§ **Task to carry out**
The records that follow must be repeated exactly, line by line.

§ **Dataset records**
-------

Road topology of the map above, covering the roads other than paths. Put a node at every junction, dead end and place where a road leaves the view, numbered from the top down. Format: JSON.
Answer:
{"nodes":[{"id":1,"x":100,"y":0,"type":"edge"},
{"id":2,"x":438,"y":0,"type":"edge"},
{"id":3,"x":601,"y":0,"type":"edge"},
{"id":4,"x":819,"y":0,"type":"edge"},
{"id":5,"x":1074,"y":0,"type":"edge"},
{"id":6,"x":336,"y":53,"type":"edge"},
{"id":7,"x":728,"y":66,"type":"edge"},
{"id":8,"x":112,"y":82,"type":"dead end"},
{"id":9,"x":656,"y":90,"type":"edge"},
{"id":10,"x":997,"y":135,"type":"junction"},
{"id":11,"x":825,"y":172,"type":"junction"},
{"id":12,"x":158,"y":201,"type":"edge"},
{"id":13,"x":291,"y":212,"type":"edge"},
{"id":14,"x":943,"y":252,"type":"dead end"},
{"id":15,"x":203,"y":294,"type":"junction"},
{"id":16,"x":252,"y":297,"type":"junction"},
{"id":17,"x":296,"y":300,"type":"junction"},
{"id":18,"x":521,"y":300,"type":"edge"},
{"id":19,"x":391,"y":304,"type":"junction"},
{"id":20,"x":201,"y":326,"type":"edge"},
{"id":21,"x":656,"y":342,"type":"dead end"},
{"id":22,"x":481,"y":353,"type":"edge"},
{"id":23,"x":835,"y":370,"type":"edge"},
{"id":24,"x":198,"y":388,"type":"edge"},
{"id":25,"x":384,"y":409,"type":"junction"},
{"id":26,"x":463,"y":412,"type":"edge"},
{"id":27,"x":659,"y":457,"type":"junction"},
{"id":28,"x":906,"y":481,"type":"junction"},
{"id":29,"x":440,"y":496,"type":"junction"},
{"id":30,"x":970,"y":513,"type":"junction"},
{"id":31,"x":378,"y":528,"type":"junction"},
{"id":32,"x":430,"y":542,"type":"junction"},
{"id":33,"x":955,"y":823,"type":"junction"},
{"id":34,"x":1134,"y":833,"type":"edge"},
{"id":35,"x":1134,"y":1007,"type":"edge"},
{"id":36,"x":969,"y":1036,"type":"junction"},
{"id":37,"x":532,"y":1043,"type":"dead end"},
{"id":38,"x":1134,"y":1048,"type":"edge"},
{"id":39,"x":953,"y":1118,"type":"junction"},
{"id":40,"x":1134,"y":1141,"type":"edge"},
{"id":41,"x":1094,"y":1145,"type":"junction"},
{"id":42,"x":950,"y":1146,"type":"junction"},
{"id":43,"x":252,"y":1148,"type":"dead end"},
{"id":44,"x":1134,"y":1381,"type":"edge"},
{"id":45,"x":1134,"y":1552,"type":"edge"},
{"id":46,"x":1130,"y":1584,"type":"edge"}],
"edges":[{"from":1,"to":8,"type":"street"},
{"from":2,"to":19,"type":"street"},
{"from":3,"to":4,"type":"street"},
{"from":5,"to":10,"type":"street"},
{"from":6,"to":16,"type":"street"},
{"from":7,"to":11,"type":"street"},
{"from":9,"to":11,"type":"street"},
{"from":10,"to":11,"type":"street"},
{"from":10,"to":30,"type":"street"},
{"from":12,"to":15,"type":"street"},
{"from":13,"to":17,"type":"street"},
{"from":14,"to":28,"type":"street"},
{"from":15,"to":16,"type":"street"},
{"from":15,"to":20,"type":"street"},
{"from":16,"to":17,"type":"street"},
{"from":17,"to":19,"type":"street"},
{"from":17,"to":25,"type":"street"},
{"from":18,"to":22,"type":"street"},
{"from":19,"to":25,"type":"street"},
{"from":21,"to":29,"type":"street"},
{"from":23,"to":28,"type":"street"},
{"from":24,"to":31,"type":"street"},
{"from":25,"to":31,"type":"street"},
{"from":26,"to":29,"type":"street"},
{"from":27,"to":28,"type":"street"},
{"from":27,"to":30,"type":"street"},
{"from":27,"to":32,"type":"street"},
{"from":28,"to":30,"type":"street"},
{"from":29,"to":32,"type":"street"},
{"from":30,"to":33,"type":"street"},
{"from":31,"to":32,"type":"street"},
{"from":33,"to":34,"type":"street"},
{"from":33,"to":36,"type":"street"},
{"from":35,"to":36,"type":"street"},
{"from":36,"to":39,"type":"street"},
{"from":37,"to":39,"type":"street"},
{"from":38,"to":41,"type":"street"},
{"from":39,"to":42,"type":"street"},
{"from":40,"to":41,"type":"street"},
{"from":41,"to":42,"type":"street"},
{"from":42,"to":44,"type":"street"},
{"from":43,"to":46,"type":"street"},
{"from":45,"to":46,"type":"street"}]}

-------

§ **Reply to the task**
Road topology of the map above, covering the roads other than paths. Put a node at every junction, dead end and place where a road leaves the view, numbered from the top down. Format: JSON.
Answer:
{"nodes":[{"id":1,"x":100,"y":0,"type":"edge"},
{"id":2,"x":438,"y":0,"type":"edge"},
{"id":3,"x":601,"y":0,"type":"edge"},
{"id":4,"x":819,"y":0,"type":"edge"},
{"id":5,"x":1074,"y":0,"type":"edge"},
{"id":6,"x":336,"y":53,"type":"edge"},
{"id":7,"x":728,"y":66,"type":"edge"},
{"id":8,"x":112,"y":82,"type":"dead end"},
{"id":9,"x":656,"y":90,"type":"edge"},
{"id":10,"x":997,"y":135,"type":"junction"},
{"id":11,"x":825,"y":172,"type":"junction"},
{"id":12,"x":158,"y":201,"type":"edge"},
{"id":13,"x":291,"y":212,"type":"edge"},
{"id":14,"x":943,"y":252,"type":"dead end"},
{"id":15,"x":203,"y":294,"type":"junction"},
{"id":16,"x":252,"y":297,"type":"junction"},
{"id":17,"x":296,"y":300,"type":"junction"},
{"id":18,"x":521,"y":300,"type":"edge"},
{"id":19,"x":391,"y":304,"type":"junction"},
{"id":20,"x":201,"y":326,"type":"edge"},
{"id":21,"x":656,"y":342,"type":"dead end"},
{"id":22,"x":481,"y":353,"type":"edge"},
{"id":23,"x":835,"y":370,"type":"edge"},
{"id":24,"x":198,"y":388,"type":"edge"},
{"id":25,"x":384,"y":409,"type":"junction"},
{"id":26,"x":463,"y":412,"type":"edge"},
{"id":27,"x":659,"y":457,"type":"junction"},
{"id":28,"x":906,"y":481,"type":"junction"},
{"id":29,"x":440,"y":496,"type":"junction"},
{"id":30,"x":970,"y":513,"type":"junction"},
{"id":31,"x":378,"y":528,"type":"junction"},
{"id":32,"x":430,"y":542,"type":"junction"},
{"id":33,"x":955,"y":823,"type":"junction"},
{"id":34,"x":1134,"y":833,"type":"edge"},
{"id":35,"x":1134,"y":1007,"type":"edge"},
{"id":36,"x":969,"y":1036,"type":"junction"},
{"id":37,"x":532,"y":1043,"type":"dead end"},
{"id":38,"x":1134,"y":1048,"type":"edge"},
{"id":39,"x":953,"y":1118,"type":"junction"},
{"id":40,"x":1134,"y":1141,"type":"edge"},
{"id":41,"x":1094,"y":1145,"type":"junction"},
{"id":42,"x":950,"y":1146,"type":"junction"},
{"id":43,"x":252,"y":1148,"type":"dead end"},
{"id":44,"x":1134,"y":1381,"type":"edge"},
{"id":45,"x":1134,"y":1552,"type":"edge"},
{"id":46,"x":1130,"y":1584,"type":"edge"}],
"edges":[{"from":1,"to":8,"type":"street"},
{"from":2,"to":19,"type":"street"},
{"from":3,"to":4,"type":"street"},
{"from":5,"to":10,"type":"street"},
{"from":6,"to":16,"type":"street"},
{"from":7,"to":11,"type":"street"},
{"from":9,"to":11,"type":"street"},
{"from":10,"to":11,"type":"street"},
{"from":10,"to":30,"type":"street"},
{"from":12,"to":15,"type":"street"},
{"from":13,"to":17,"type":"street"},
{"from":14,"to":28,"type":"street"},
{"from":15,"to":16,"type":"street"},
{"from":15,"to":20,"type":"street"},
{"from":16,"to":17,"type":"street"},
{"from":17,"to":19,"type":"street"},
{"from":17,"to":25,"type":"street"},
{"from":18,"to":22,"type":"street"},
{"from":19,"to":25,"type":"street"},
{"from":21,"to":29,"type":"street"},
{"from":23,"to":28,"type":"street"},
{"from":24,"to":31,"type":"street"},
{"from":25,"to":31,"type":"street"},
{"from":26,"to":29,"type":"street"},
{"from":27,"to":28,"type":"street"},
{"from":27,"to":30,"type":"street"},
{"from":27,"to":32,"type":"street"},
{"from":28,"to":30,"type":"street"},
{"from":29,"to":32,"type":"street"},
{"from":30,"to":33,"type":"street"},
{"from":31,"to":32,"type":"street"},
{"from":33,"to":34,"type":"street"},
{"from":33,"to":36,"type":"street"},
{"from":35,"to":36,"type":"street"},
{"from":36,"to":39,"type":"street"},
{"from":37,"to":39,"type":"street"},
{"from":38,"to":41,"type":"street"},
{"from":39,"to":42,"type":"street"},
{"from":40,"to":41,"type":"street"},
{"from":41,"to":42,"type":"street"},
{"from":42,"to":44,"type":"street"},
{"from":43,"to":46,"type":"street"},
{"from":45,"to":46,"type":"street"}]}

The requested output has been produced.